789 views Asked by At

I have a database storing text with Latin1_swedish_ci. If I retrieved the data from this database by php (encoding in utf-8), I got the correct result

Here is the result:

measured at Dungsha coraisland (20°42’N, 116°43’E) during the South China Sea Monsoon Experiment (May-June 1998) have been calibrated and compared with radiative transfer calculations for three clear-sky days.

However, when I use python with mysql connector, I got the wrong result!

Here is the result:

Downward total solar fluxes measured at Dungsha coraisland (20¢X42¡¦N, 116¢X43¡¦E) during the South China Sea Monsoon Experiment (May-June 1998) have been calibrated and compared with radiative transfer calculations for three clear-sky days.

Currently,part of my codes look like this:

cnx = mysql.connector.connect(host ='localhost',user='root', database='tao',charset='utf8',use_unicode='true')
f = io.open("upload.xml",'w',encoding='utf-8')
f.write(row[dic['abs']]+"\n")

Can someone help me? I need to retrieve all the data from the database by Python and output them into the xml file

Moreover, I am wondering why I can successfully get the correct result (20°42’N, 116°43’E) by php's echo? I have already check the data by using mysql> select..., and the result is also like this 20¢X42¡¦N, 116¢X43¡¦E.

1

There are 1 answers

4
Rick James On

Yikes! I think you went through both latin1 and big5 character sets.
3230A2583432A1A64E is hex for 20¢X42¡¦N in CHARACETER SET latin1
3230A2583432A1A64E is hex for 20°42’N in CHARACETER SET big5
3230C2B03432E280994E is hex for 20°42’N in CHARACETER SET utf8, which (I guess) is what you wanted stored.
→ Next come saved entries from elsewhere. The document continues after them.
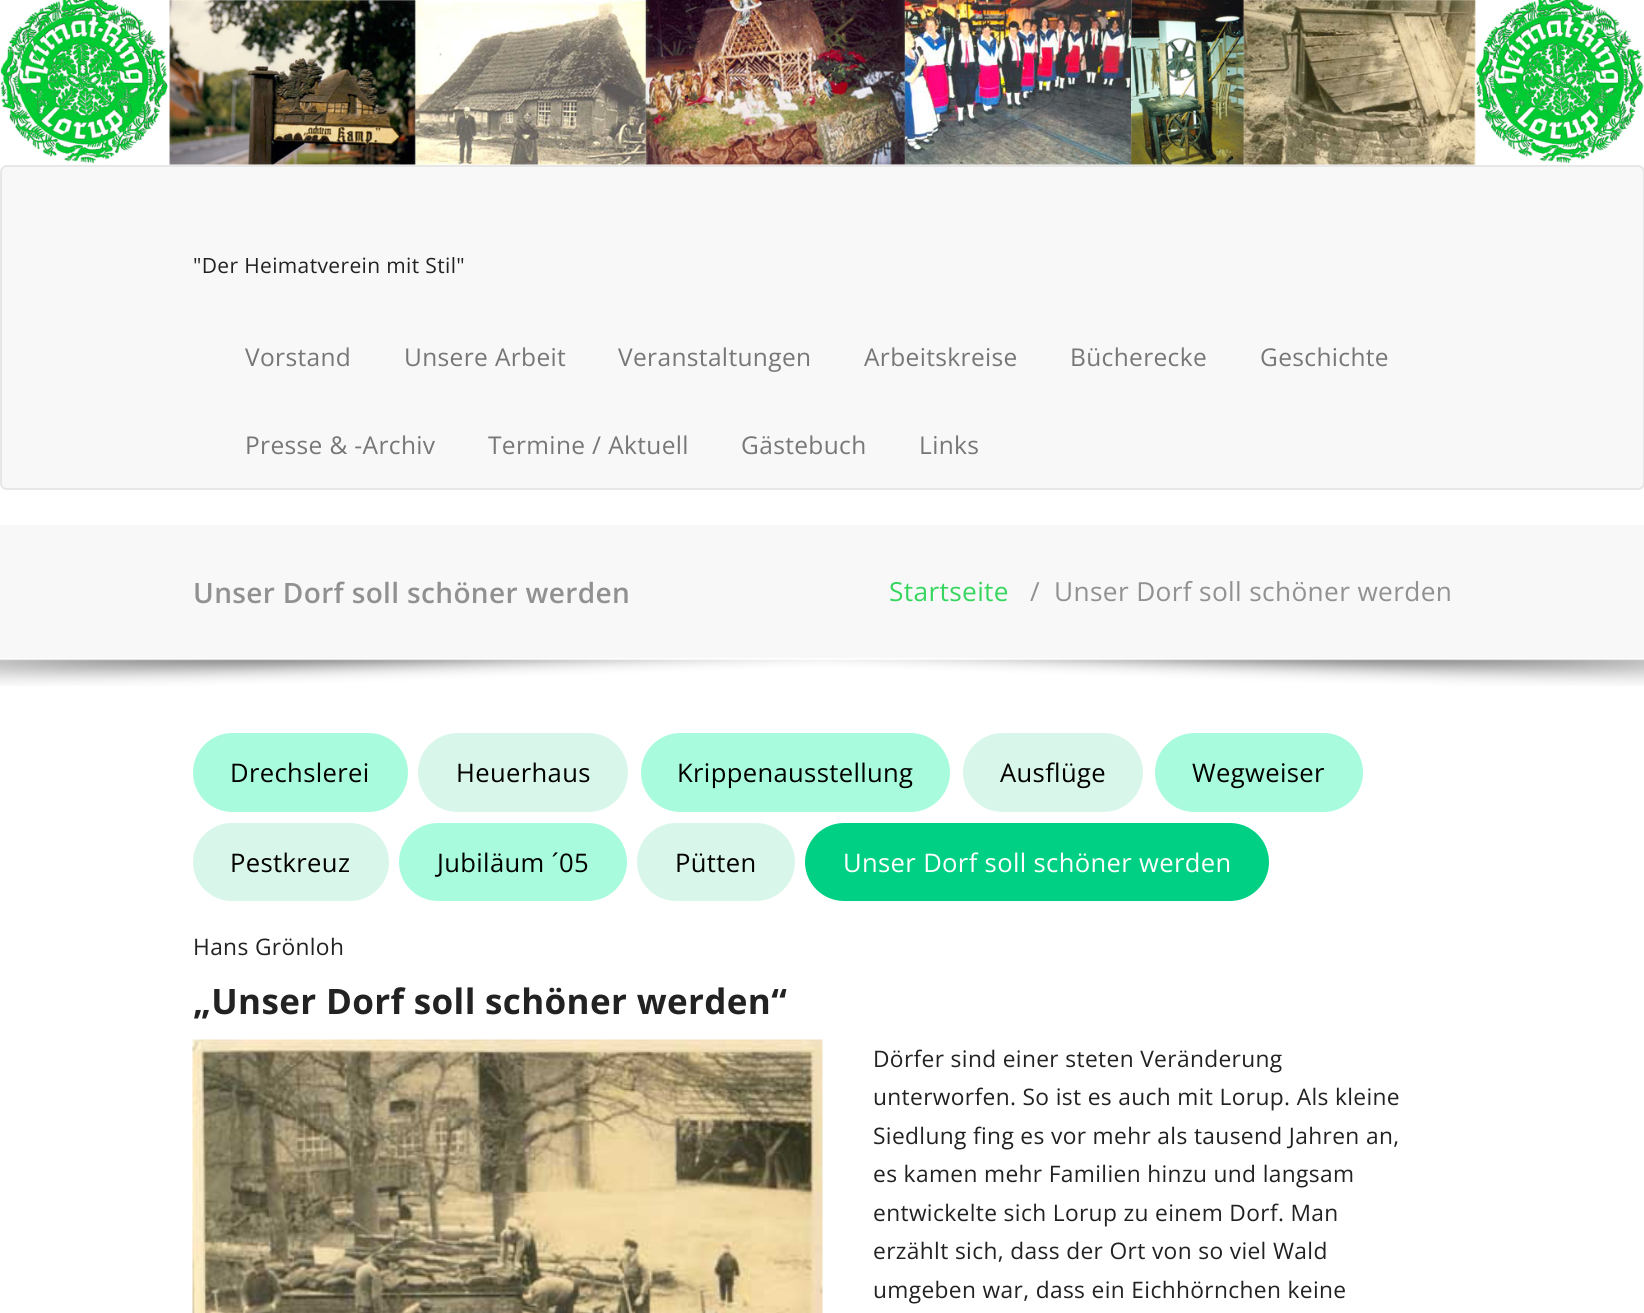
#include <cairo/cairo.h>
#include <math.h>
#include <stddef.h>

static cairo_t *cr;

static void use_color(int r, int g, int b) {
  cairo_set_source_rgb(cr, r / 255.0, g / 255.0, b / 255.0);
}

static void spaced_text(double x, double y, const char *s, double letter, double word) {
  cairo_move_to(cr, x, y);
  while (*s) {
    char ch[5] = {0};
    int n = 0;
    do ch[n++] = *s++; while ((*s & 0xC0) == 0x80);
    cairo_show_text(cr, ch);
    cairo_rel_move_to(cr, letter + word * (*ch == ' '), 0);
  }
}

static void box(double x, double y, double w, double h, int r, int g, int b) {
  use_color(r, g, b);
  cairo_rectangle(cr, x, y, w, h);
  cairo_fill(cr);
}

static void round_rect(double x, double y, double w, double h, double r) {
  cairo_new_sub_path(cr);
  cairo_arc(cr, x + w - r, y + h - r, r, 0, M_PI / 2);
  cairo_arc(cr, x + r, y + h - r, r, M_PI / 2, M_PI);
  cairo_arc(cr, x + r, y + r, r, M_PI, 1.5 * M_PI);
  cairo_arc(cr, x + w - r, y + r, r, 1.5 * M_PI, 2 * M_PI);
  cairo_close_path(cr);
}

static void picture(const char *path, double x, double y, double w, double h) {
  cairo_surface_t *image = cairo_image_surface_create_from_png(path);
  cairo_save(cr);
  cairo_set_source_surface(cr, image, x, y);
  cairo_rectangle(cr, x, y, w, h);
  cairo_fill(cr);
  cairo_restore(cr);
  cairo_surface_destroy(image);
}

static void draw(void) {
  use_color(255, 255, 255);
  cairo_paint(cr);
  picture("img_01.png", 0, 0, 1644, 165);
  use_color(248, 248, 248);
  round_rect(1, 166, 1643, 323, 6);
  cairo_fill_preserve(cr);
  use_color(231, 231, 231);
  cairo_stroke(cr);
  box(0, 525, 1644, 133, 248, 248, 248);
  picture("img_02.png", 0, 659, 1644, 27);
  use_color(168, 251, 221);
  round_rect(193, 733, 215, 79, 39.5);
  cairo_fill(cr);
  use_color(217, 246, 235);
  round_rect(418, 733, 210, 79, 39.5);
  cairo_fill(cr);
  use_color(168, 251, 221);
  round_rect(641, 733, 309, 79, 39.5);
  cairo_fill(cr);
  use_color(217, 246, 235);
  round_rect(963, 733, 180, 79, 39.5);
  cairo_fill(cr);
  use_color(168, 251, 221);
  round_rect(1155, 733, 208, 79, 39.5);
  cairo_fill(cr);
  use_color(217, 246, 235);
  round_rect(193, 823, 196, 78, 39);
  cairo_fill(cr);
  use_color(168, 251, 221);
  round_rect(399, 823, 228, 78, 39);
  cairo_fill(cr);
  use_color(217, 246, 235);
  round_rect(637, 823, 158, 78, 39);
  cairo_fill(cr);
  use_color(0, 208, 132);
  round_rect(805, 823, 464, 78, 39);
  cairo_fill(cr);
  picture("img_03.png", 192, 1039, 631, 274);
  cairo_select_font_face(cr, "Open Sans", CAIRO_FONT_SLANT_NORMAL, CAIRO_FONT_WEIGHT_NORMAL);
  cairo_set_font_size(cr, 21);
  use_color(34, 34, 34);
  spaced_text(193, 273, "\"Der Heimatverein mit Stil\"", 0.35, 0);
  cairo_set_font_size(cr, 24.5);
  use_color(119, 119, 119);
  spaced_text(245, 366, "Vorstand", 0.35, 0);
  spaced_text(404, 366, "Unsere Arbeit", 0.35, 0);
  spaced_text(618, 366, "Veranstaltungen", 0.35, 0);
  spaced_text(864, 366, "Arbeitskreise", 0.35, 0);
  spaced_text(1070, 366, "Bücherecke", 0.35, 0);
  spaced_text(1260, 366, "Geschichte", 0.35, 0);
  spaced_text(245, 454, "Presse & -Archiv", 0.35, 0);
  spaced_text(488, 454, "Termine / Aktuell", 0.35, 0);
  spaced_text(741, 454, "Gästebuch", 0.35, 0);
  spaced_text(919, 454, "Links", 0.35, 0);
  cairo_select_font_face(cr, "Open Sans SemiBold", CAIRO_FONT_SLANT_NORMAL, CAIRO_FONT_WEIGHT_NORMAL);
  cairo_set_font_size(cr, 28);
  use_color(145, 145, 145);
  spaced_text(193, 603, "Unser Dorf soll schöner werden", 0.35, 0);
  cairo_select_font_face(cr, "Open Sans", CAIRO_FONT_SLANT_NORMAL, CAIRO_FONT_WEIGHT_NORMAL);
  cairo_set_font_size(cr, 26.25);
  use_color(54, 214, 94);
  spaced_text(889, 601, "Startseite", 0.35, 0);
  use_color(145, 145, 145);
  spaced_text(1030, 601, "/", 0.35, 0);
  spaced_text(1054, 601, "Unser Dorf soll schöner werden", 0.35, 0);
  cairo_set_font_size(cr, 25.6);
  use_color(0, 0, 0);
  spaced_text(230, 782, "Drechslerei", 0.35, 0);
  spaced_text(456, 782, "Heuerhaus", 0.35, 0);
  spaced_text(677, 782, "Krippenausstellung", 0.35, 0);
  spaced_text(1000, 782, "Ausflüge", 0.35, 0);
  spaced_text(1192, 782, "Wegweiser", 0.35, 0);
  spaced_text(230, 872, "Pestkreuz", 0.35, 0);
  spaced_text(437, 872, "Jubiläum ´05", 0.35, 0);
  spaced_text(675, 872, "Pütten", 0.35, 0);
  use_color(255, 255, 255);
  spaced_text(843, 872, "Unser Dorf soll schöner werden", 0.35, 0);
  cairo_set_font_size(cr, 22.75);
  use_color(34, 34, 34);
  spaced_text(193, 955, "Hans Grönloh", 0.35, 0);
  cairo_select_font_face(cr, "Open Sans", CAIRO_FONT_SLANT_NORMAL, CAIRO_FONT_WEIGHT_BOLD);
  cairo_set_font_size(cr, 35);
  spaced_text(193, 1014, "„Unser Dorf soll schöner werden“", 0.35, 0);
  cairo_select_font_face(cr, "Open Sans", CAIRO_FONT_SLANT_NORMAL, CAIRO_FONT_WEIGHT_NORMAL);
  cairo_set_font_size(cr, 22.75);
  spaced_text(873, 1067, "Dörfer sind einer steten Veränderung", 0.35, 0);
  spaced_text(873, 1105, "unterworfen. So ist es auch mit Lorup. Als kleine", 0.35, 0);
  spaced_text(873, 1144, "Siedlung fing es vor mehr als tausend Jahren an,", 0.35, 0);
  spaced_text(873, 1182, "es kamen mehr Familien hinzu und langsam", 0.35, 0);
  spaced_text(873, 1221, "entwickelte sich Lorup zu einem Dorf. Man", 0.35, 0);
  spaced_text(873, 1259, "erzählt sich, dass der Ort von so viel Wald", 0.35, 0);
  spaced_text(873, 1298, "umgeben war, dass ein Eichhörnchen keine", 0.35, 0);
}

int main(void) {
  cairo_surface_t *surface = cairo_image_surface_create(CAIRO_FORMAT_RGB24, 1644, 1313);
  cr = cairo_create(surface);
  cairo_font_options_t *options = cairo_font_options_create();
  cairo_font_options_set_hint_metrics(options, CAIRO_HINT_METRICS_OFF);
  cairo_font_options_set_hint_style(options, CAIRO_HINT_STYLE_NONE);
  cairo_set_font_options(cr, options);
  cairo_set_miter_limit(cr, 4);
  draw();
  cairo_surface_write_to_png(surface, "out.png");
  cairo_font_options_destroy(options);
  cairo_destroy(cr);
  cairo_surface_destroy(surface);
  return 0;
}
It is enough of a nightmare to deal with both latin1 and utf8. But throwing big5 into the mix makes my head spin.

The connection to mysql is willing to convert from whatever encoding you have into whatever you stated for the table/column. But you must state it correctly.

I think you had big5 data coming in, but you claimed it was latin1.